__Problem__.
Which lines in the data below contain the word "highway"? Pull each of them out.

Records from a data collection
....................

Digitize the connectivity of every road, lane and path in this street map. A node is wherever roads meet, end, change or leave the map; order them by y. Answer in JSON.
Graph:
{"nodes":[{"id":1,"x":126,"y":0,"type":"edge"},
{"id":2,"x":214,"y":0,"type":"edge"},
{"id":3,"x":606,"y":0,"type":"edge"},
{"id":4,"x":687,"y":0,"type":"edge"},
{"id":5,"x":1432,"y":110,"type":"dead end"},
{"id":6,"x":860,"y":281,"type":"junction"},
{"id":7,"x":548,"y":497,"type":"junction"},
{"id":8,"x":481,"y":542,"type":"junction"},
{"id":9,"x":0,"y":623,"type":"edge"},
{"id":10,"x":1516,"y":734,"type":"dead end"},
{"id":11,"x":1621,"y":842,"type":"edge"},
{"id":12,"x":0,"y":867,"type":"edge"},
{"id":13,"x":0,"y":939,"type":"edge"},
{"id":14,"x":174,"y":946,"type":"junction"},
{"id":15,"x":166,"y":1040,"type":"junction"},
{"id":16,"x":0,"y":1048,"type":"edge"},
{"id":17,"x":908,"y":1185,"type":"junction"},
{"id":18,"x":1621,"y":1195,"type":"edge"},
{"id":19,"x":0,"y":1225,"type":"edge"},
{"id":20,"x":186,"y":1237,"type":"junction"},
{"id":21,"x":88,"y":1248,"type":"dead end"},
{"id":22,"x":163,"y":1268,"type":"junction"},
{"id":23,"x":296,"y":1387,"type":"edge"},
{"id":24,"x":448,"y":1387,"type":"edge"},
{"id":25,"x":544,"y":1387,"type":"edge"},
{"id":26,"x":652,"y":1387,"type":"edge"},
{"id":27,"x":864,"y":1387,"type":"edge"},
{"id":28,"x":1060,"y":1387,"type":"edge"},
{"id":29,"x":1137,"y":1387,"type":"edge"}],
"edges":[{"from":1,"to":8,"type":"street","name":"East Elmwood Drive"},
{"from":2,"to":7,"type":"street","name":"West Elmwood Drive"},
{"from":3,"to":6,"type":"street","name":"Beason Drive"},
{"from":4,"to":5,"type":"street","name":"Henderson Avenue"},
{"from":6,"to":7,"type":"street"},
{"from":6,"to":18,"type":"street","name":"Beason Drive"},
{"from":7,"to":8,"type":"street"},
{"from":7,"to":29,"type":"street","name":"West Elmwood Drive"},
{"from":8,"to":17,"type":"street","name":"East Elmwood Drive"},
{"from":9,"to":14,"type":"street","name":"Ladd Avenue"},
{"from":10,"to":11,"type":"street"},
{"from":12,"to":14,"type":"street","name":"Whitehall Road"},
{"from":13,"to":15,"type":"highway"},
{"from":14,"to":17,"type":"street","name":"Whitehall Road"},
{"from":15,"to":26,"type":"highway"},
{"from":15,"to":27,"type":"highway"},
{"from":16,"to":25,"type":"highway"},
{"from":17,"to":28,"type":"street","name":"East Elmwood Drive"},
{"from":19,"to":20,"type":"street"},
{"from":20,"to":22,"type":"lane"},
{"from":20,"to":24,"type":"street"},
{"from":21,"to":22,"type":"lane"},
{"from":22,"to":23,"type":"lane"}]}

....................

__Task answer__.
{"from":13,"to":15,"type":"highway"},
{"from":15,"to":26,"type":"highway"},
{"from":15,"to":27,"type":"highway"},
{"from":16,"to":25,"type":"highway"},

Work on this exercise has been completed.